Hij is voor het eerst vader geworden. ‘Een dochter,’ vertelt hij met een glinstering in zijn ogen. Zijn verlof is begonnen. Het zou hartje winter moeten zijn, maar de zon heeft er lak aan en Jorrit Blaas (30) zoekt zonder jas een plek op het terras van De Tolhuistuin, met uitzicht op het levendige IJ. Aan de andere kant van deze vroegere Shell-kantine staat de school waar hij nu vijf jaar lesgeeft: het Hyperion Lyceum voor vwo+ met gymnasium- en atheneumleerlingen. Terwijl Blaas een banaan pelt – ‘Ik heb net gesport’ – ratelt hij aan een stuk door over zijn hybride bestaan. ‘Dat is mijn enthousiasme, in de klas ben ik een stuk rustiger hoor.’
Blaas is drie dagen per week beleidsmedewerker bij OCW en twee dagen leraar economie. Hij is niet de enige leraar die kiest voor een gecombineerde baan: zo’n tienduizend vo-docenten – een op de acht – werken op deze manier.

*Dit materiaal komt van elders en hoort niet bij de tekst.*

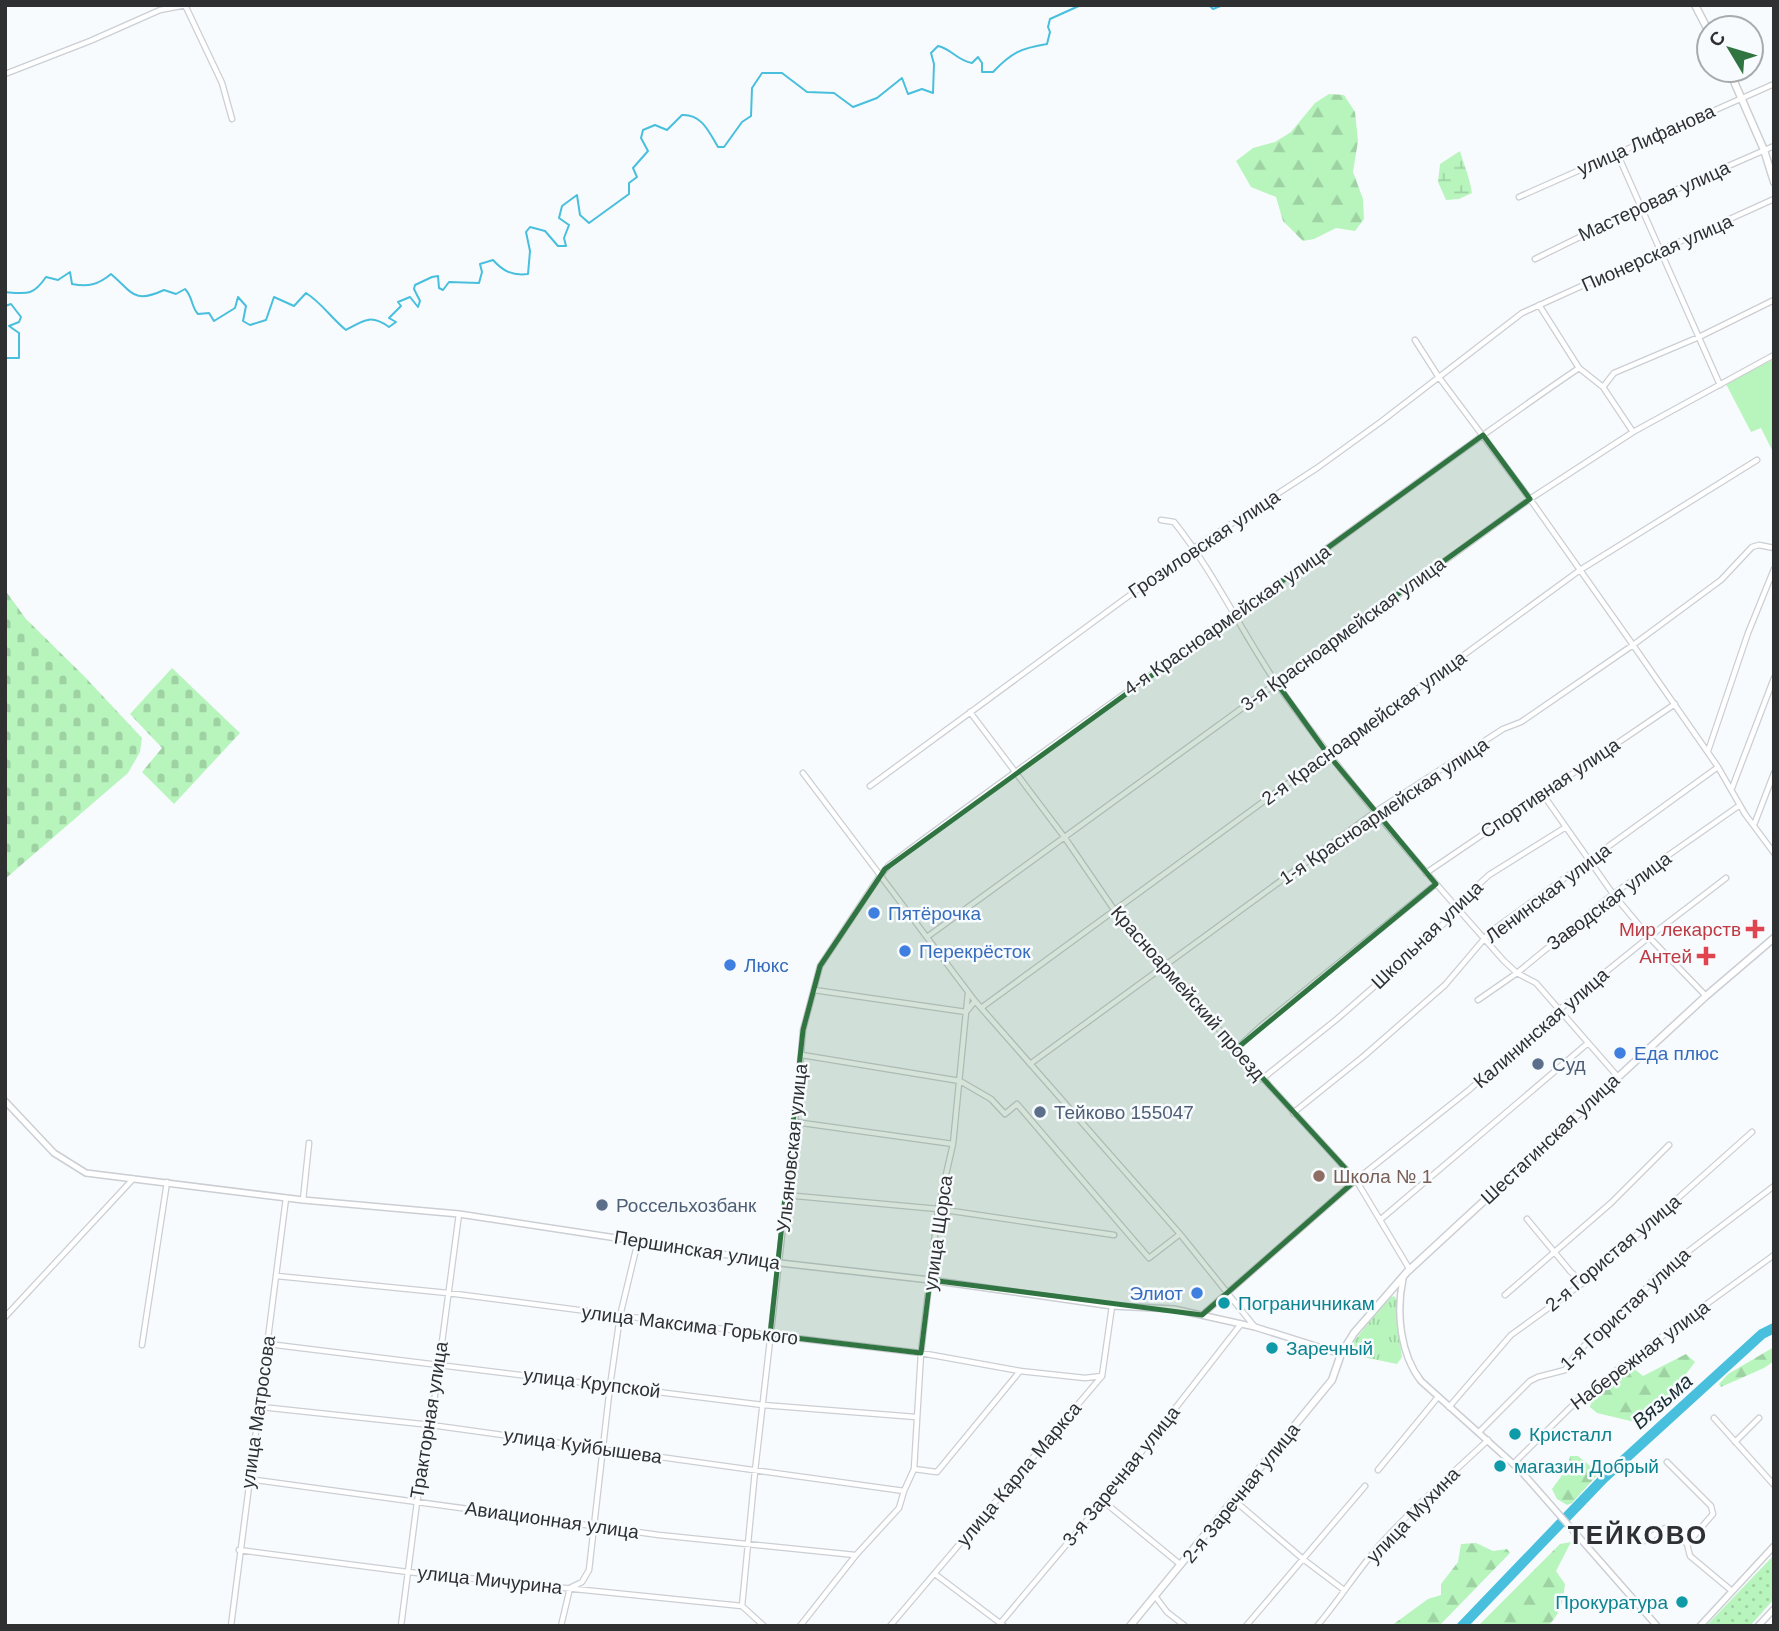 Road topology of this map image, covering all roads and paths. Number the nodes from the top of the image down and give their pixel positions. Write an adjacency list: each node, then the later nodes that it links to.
1 (186, 5): 2 (street); 7 (street)
2 (158, 8): 3 (street)
3 (5, 74)
4 (1736, 84): 6 (main road)
5 (1774, 84): 6 (street, улица Лифанова)
6 (1743, 97): 9 (main road); 10 (street, улица Лифанова)
7 (232, 119)
8 (1774, 146): 9 (street, Мастеровая улица)
9 (1764, 150): 11 (main road); 14 (street, Мастеровая улица)
10 (1617, 153): 12 (street, улица Лифанова); 14 (street)
11 (1774, 182)
12 (1519, 197)
13 (1774, 199): 15 (street, Пионерская улица)
14 (1640, 209): 15 (street); 16 (street, Мастеровая улица)
15 (1660, 253): 18 (street, Пионерская улица); 19 (street)
16 (1535, 259)
17 (1774, 300): 19 (street)
18 (1539, 305): 22 (street); 23 (street, Грозиловская улица)
19 (1699, 337): 24 (street); 25 (street)
20 (1415, 340): 23 (street)
21 (1774, 355): 24 (street, 3-я Красноармейская улица)
22 (1579, 369): 25 (street); 27 (street, 4-я Красноармейская улица)
23 (1438, 376): 27 (street); 31 (street, Грозиловская улица)
24 (1720, 385): 26 (street, 3-я Красноармейская улица)
25 (1604, 387): 26 (street)
26 (1633, 432): 29 (street, 3-я Красноармейская улица)
27 (1483, 436): 29 (street); 35 (street, 4-я Красноармейская улица)
28 (1757, 460): 34 (street, 2-я Красноармейская улица)
29 (1530, 499): 34 (street); 38 (street, 3-я Красноармейская улица)
30 (1161, 520): 31 (street)
31 (1194, 548): 35 (street); 40 (street, Грозиловская улица)
32 (1774, 548): 36 (street, 1-я Красноармейская улица)
33 (1774, 569): 41 (street)
34 (1580, 570): 36 (street); 42 (street, 2-я Красноармейская улица)
35 (1233, 616): 38 (street); 44 (street, 4-я Красноармейская улица)
36 (1633, 645): 39 (street); 51 (street, 1-я Красноармейская улица)
37 (1774, 678): 48 (street)
38 (1276, 682): 42 (street); 54 (street, 3-я Красноармейская улица)
39 (1675, 704): 41 (street); 49 (street, Спортивная улица)
40 (970, 712): 44 (street, Красноармейский проезд); 47 (street, Грозиловская улица)
41 (1708, 752): 43 (street)
42 (1327, 754): 51 (street); 63 (street, 2-я Красноармейская улица)
43 (1718, 767): 48 (street); 56 (street, Ленинская улица)
44 (1015, 770): 54 (street, Красноармейский проезд); 58 (street, 4-я Красноармейская улица)
45 (803, 773): 58 (street)
46 (1774, 773): 52 (street)
47 (870, 786)
48 (1732, 789): 50 (street)
49 (1542, 793): 53 (street); 57 (street, Спортивная улица)
50 (1740, 805): 52 (street); 61 (street, Заводская улица)
51 (1375, 812): 57 (street); 68 (street, 1-я Красноармейская улица)
52 (1754, 826): 55 (street)
53 (1566, 827): 56 (street); 62 (street, Школьная улица)
54 (1065, 838): 63 (street, Красноармейский проезд); 64 (street, 3-я Красноармейская улица)
55 (1774, 853)
56 (1589, 861): 61 (street); 66 (street, Ленинская улица)
57 (1426, 873): 60 (street)
58 (879, 877): 64 (street); 70 (street, Ульяновская улица)
59 (1726, 878): 65 (street, Калининская улица)
60 (1436, 884): 62 (street); 79 (street)
61 (1613, 894): 65 (street); 69 (street, Заводская улица)
62 (1458, 908): 66 (street); 83 (street, Школьная улица)
63 (1115, 911): 68 (street, Красноармейский проезд); 75 (street, 2-я Красноармейская улица)
64 (927, 937): 71 (street)
65 (1649, 937): 72 (street); 76 (street, Калининская улица)
66 (1484, 939): 69 (street); 86 (street, Ленинская улица)
67 (1774, 939): 72 (main road, Шестагинская улица)
68 (1163, 967): 79 (street, Красноармейский проезд); 81 (street, 1-я Красноармейская улица)
69 (1517, 973): 73 (street, Заводская улица); 76 (street)
70 (814, 990): 77 (street); 80 (street, Ульяновская улица)
71 (968, 992): 74 (street); 77 (street, улица Щорса)
72 (1706, 996): 82 (main road, Шестагинская улица)
73 (1478, 1000)
74 (975, 1002): 75 (street); 77 (street)
75 (981, 1008): 81 (street)
76 (1560, 1009): 78 (street); 93 (street, Калининская улица)
77 (965, 1012): 84 (street, улица Щорса)
78 (1588, 1043): 82 (street); 102 (street)
79 (1236, 1049): 83 (street, Красноармейский проезд)
80 (802, 1055): 84 (street); 87 (street, Ульяновская улица)
81 (1030, 1064): 103 (street)
82 (1618, 1077): 109 (main road, Шестагинская улица)
83 (1262, 1079): 86 (street, Красноармейский проезд)
84 (960, 1081): 90 (street, улица Щорса); 103 (street)
85 (5, 1101): 92 (street, Першинская улица)
86 (1293, 1113): 93 (street, Красноармейский проезд)
87 (795, 1122): 90 (street); 96 (street, Ульяновская улица)
88 (1752, 1132): 113 (street, 2-я Гористая улица)
89 (309, 1143): 98 (street)
90 (953, 1144): 99 (street, улица Щорса)
91 (1670, 1145): 106 (street)
92 (134, 1178): 94 (street, Першинская улица); 122 (street)
93 (1356, 1180): 102 (street, Красноармейский проезд); 116 (street, Калининская улица)
94 (167, 1182): 97 (street, Першинская улица); 127 (street)
95 (1774, 1186): 142 (street, 1-я Гористая улица)
96 (785, 1195): 99 (street); 108 (street, Ульяновская улица)
97 (286, 1198): 98 (street, Першинская улица); 110 (street, улица Матросова)
98 (303, 1200): 100 (street, Першинская улица)
99 (938, 1209): 104 (street); 112 (street, улица Щорса)
100 (459, 1214): 105 (street, Першинская улица); 115 (street, Тракторная улица)
101 (1527, 1219): 106 (street)
102 (1380, 1220): 109 (street, Красноармейский проезд)
103 (1180, 1234): 116 (street)
104 (1114, 1235)
105 (638, 1241): 108 (street, Першинская улица); 121 (street)
106 (1555, 1251): 113 (street); 117 (street)
107 (1774, 1255): 147 (street, Набережная улица)
108 (779, 1263): 112 (street, Першинская улица); 125 (street, Ульяновская улица)
109 (1410, 1270): 111 (main road, Шестагинская улица)
110 (277, 1276): 115 (street, улица Максима Горького); 126 (street, улица Матросова)
111 (1403, 1276): 114 (main road, Шестагинская улица); 118 (street)
112 (930, 1280): 119 (street, Першинская улица); 128 (street, улица Щорса)
113 (1583, 1283): 137 (street, 2-я Гористая улица)
114 (1390, 1290): 118 (street); 129 (main road, Шестагинская улица)
115 (448, 1293): 121 (street, улица Максима Горького); 130 (street, Тракторная улица)
116 (1228, 1293): 120 (street, Калининская улица); 124 (street)
117 (1505, 1296)
118 (1401, 1301): 134 (street)
119 (1112, 1306): 120 (street, Першинская улица); 132 (street)
120 (1202, 1315): 123 (street, Першинская улица)
121 (620, 1316): 125 (street, улица Максима Горького); 133 (street)
122 (5, 1317)
123 (1241, 1324): 124 (street, Першинская улица); 155 (street, 3-я Заречная улица)
124 (1255, 1326): 129 (street, Першинская улица)
125 (770, 1335): 128 (street, улица Максима Горького); 135 (street, Ульяновская улица)
126 (268, 1344): 130 (street, улица Крупской); 136 (street, улица Матросова)
127 (142, 1345)
128 (921, 1353): 131 (street, улица Максима Горького); 138 (street, улица Щорса)
129 (1342, 1354): 156 (main road, 2-я Заречная улица)
130 (439, 1363): 133 (street, улица Крупской); 141 (street, Тракторная улица)
131 (1020, 1371): 132 (street, улица Максима Горького); 148 (street)
132 (1102, 1376): 168 (street, улица Карла Маркса)
133 (610, 1386): 135 (street, улица Крупской); 145 (street)
134 (1438, 1397): 137 (street); 149 (street)
135 (763, 1405): 138 (street, улица Крупской); 150 (street, Ульяновская улица)
136 (261, 1407): 141 (street, улица Куйбышева); 151 (street, улица Матросова)
137 (1449, 1407): 142 (street)
138 (916, 1417): 148 (street, улица Щорса)
139 (1714, 1418): 144 (street)
140 (1759, 1418): 144 (street)
141 (431, 1425): 145 (street, улица Куйбышева); 157 (street, Тракторная улица)
142 (1479, 1432): 143 (street)
143 (1488, 1440): 147 (street); 170 (street, улица Мухина)
144 (1735, 1442): 152 (street)
145 (601, 1448): 150 (street, улица Куйбышева); 158 (street)
146 (1667, 1462): 160 (street)
147 (1513, 1464): 186 (street)
148 (914, 1469): 154 (street)
149 (1378, 1469)
150 (755, 1471): 154 (street, улица Куйбышева); 161 (street, Ульяновская улица)
151 (249, 1479): 157 (street, Авиационная улица); 163 (street, улица Матросова)
152 (1774, 1485)
153 (1365, 1486): 165 (street)
154 (904, 1491): 164 (street)
155 (1103, 1501): 166 (street); 175 (street, 3-я Заречная улица)
156 (1235, 1501): 165 (street); 166 (main road, 2-я Заречная улица)
157 (417, 1502): 158 (street, Авиационная улица); 167 (street, Тракторная улица)
158 (593, 1527): 161 (street, Авиационная улица); 169 (street)
159 (1644, 1541): 160 (street)
160 (1687, 1544): 171 (street)
161 (746, 1545): 164 (street, Авиационная улица); 173 (street, Ульяновская улица)
162 (1774, 1546): 171 (street)
163 (239, 1550): 167 (street, улица Мичурина); 176 (street, улица Матросова)
164 (856, 1555): 180 (street)
165 (1303, 1559): 170 (street); 184 (street)
166 (1181, 1565): 172 (main road, 2-я Заречная улица)
167 (408, 1572): 169 (street, улица Мичурина); 177 (street, Тракторная улица)
168 (935, 1574): 175 (street); 181 (street, улица Карла Маркса)
169 (570, 1588): 173 (street, улица Мичурина); 178 (street)
170 (1344, 1590): 185 (street, улица Мухина)
171 (1732, 1591): 187 (street)
172 (1155, 1596): 182 (main road, 2-я Заречная улица); 183 (street)
173 (742, 1606): 179 (street)
174 (1774, 1609): 188 (street)
175 (1001, 1625)
176 (231, 1626)
177 (401, 1626)
178 (562, 1626)
179 (764, 1626)
180 (800, 1626)
181 (890, 1626)
182 (1130, 1626)
183 (1185, 1626)
184 (1245, 1626)
185 (1317, 1626)
186 (1657, 1626)
187 (1700, 1626)
188 (1758, 1626) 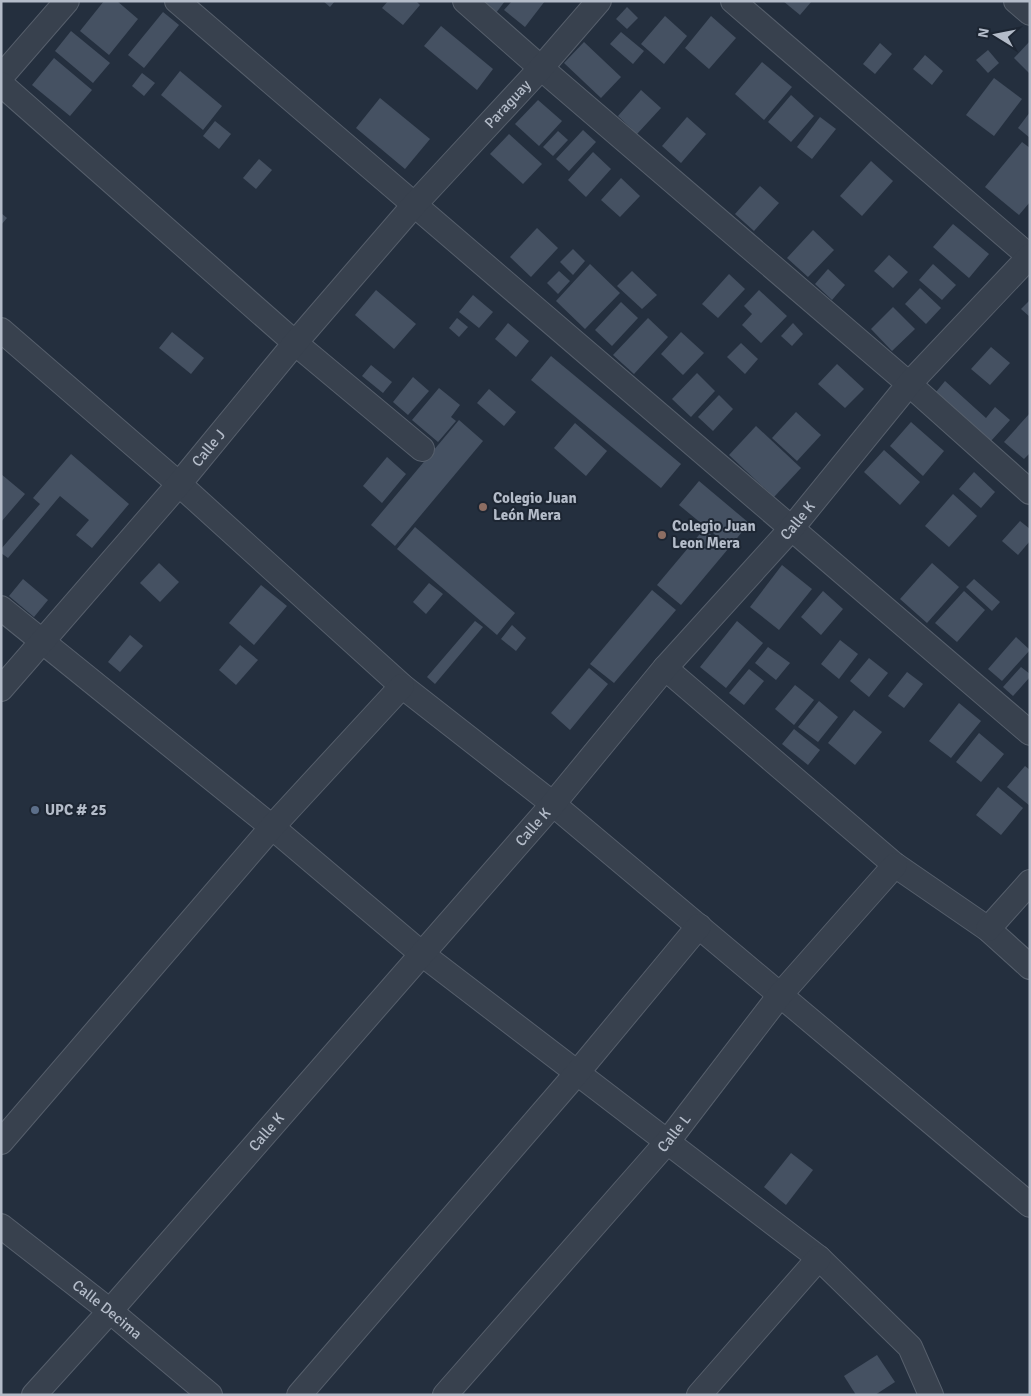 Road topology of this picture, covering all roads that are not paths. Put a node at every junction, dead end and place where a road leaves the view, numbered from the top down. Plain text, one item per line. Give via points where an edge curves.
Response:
1 (67, 1) edge
2 (176, 1) edge
3 (465, 1) edge
4 (599, 1) edge
5 (733, 1) edge
6 (1016, 1) edge
7 (1030, 13) edge
8 (541, 68) junction
9 (1, 77) edge
10 (1, 84) edge
11 (414, 205) junction
12 (1030, 257) edge
13 (1, 330) edge
14 (295, 343) junction
15 (909, 384) junction
16 (422, 449) dead end
17 (179, 484) junction
18 (1030, 492) edge
19 (792, 529) junction
20 (1, 608) edge
21 (41, 641) junction
22 (665, 668) junction
23 (402, 686) junction
24 (1, 689) edge
25 (1030, 734) edge
26 (553, 804) junction
27 (272, 827) junction
28 (895, 865) junction
29 (1030, 882) edge
30 (699, 926) junction
31 (988, 929) junction
32 (422, 954) junction
33 (1030, 967) edge
34 (780, 995) junction
35 (577, 1072) junction
36 (668, 1141) junction
37 (1, 1142) edge
38 (1030, 1205) edge
39 (1, 1226) edge
40 (820, 1258) junction
41 (110, 1312) junction
42 (34, 1395) edge
43 (210, 1395) edge
44 (299, 1395) edge
45 (445, 1395) edge
46 (699, 1395) edge
47 (931, 1395) edge

1 - 9 street
2 - 11 street
3 - 8 street
4 - 8 street, Paraguay
5 - 12 street
6 - 7 street
8 - 11 street, Paraguay
8 - 15 street
10 - 14 street
11 - 14 street, Calle J
11 - 19 street
12 - 15 street, Calle K
13 - 17 street
14 - 16 street
14 - 17 street, Calle J
15 - 18 street
15 - 19 street, Calle K
17 - 21 street, Calle J
17 - 23 street
19 - 22 street, Calle K
19 - 25 street
20 - 21 street
21 - 24 street, Calle J
21 - 27 street
22 - 26 street, Calle K
22 - 28 street
23 - 26 street
23 - 27 street
26 - 30 street
26 - 32 street, Calle K
27 - 32 street
27 - 37 street
28 - 31 street
28 - 34 street, Calle L
29 - 31 street
30 - 34 street
30 - 35 street
31 - 33 street
32 - 35 street
32 - 41 street, Calle K
34 - 36 street, Calle L
34 - 38 street
35 - 36 street
35 - 44 street
36 - 40 street
36 - 45 street, Calle L
39 - 41 street, Calle Decima
40 - 46 street
40 - 47 street via 910,1347
41 - 42 street, Calle K
41 - 43 street, Calle Decima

Meer afwisseling en meer persoonlijke ontwikkeling is voor ruim de helft van hen het argument om twee werkplekken te combineren. Ook voor Blaas, die afwisseling inmiddels tot kunst verheven heeft. ‘In een tussenuur werk ik aan een opdracht voor OCW, op het ministerie bereid ik mijn lessen voor.’ Hij noemt de combinatie ideaal. ‘Ik kan doen wat ik leuk vind: wat ik zelf ervaar in de klas of hoor van collega’s, kan ik bij het ministerie aankaarten. Beide banen profiteren van mijn bezigheden, dat vind ik een voorwaarde voor hybride docentschap. Het moet wel met elkaar te rijmen zijn.’
‘Een les bouwen
vraagt om een
rustige werkplek’
De dagen dat Blaas op het ministerie is, regelt hij bijvoorbeeld de infrastructuur voor het dossier geschiedenis, van programma tot examinering. Zijn baan bij OCW is meer dan de veronderstelde oersaaie nota’s maken. ‘Het is écht een speeltuin voor de onderwijsprofessional. Ik kan hier snel doorgroeien, zit bij Kamerdebatten, denk mee over het lerarenportfolio, de opstart van nieuwe scholen. Ik mag me tegen zo veel dossiers aan bemoeien dat ik mezelf er soms tegen moet beschermen.’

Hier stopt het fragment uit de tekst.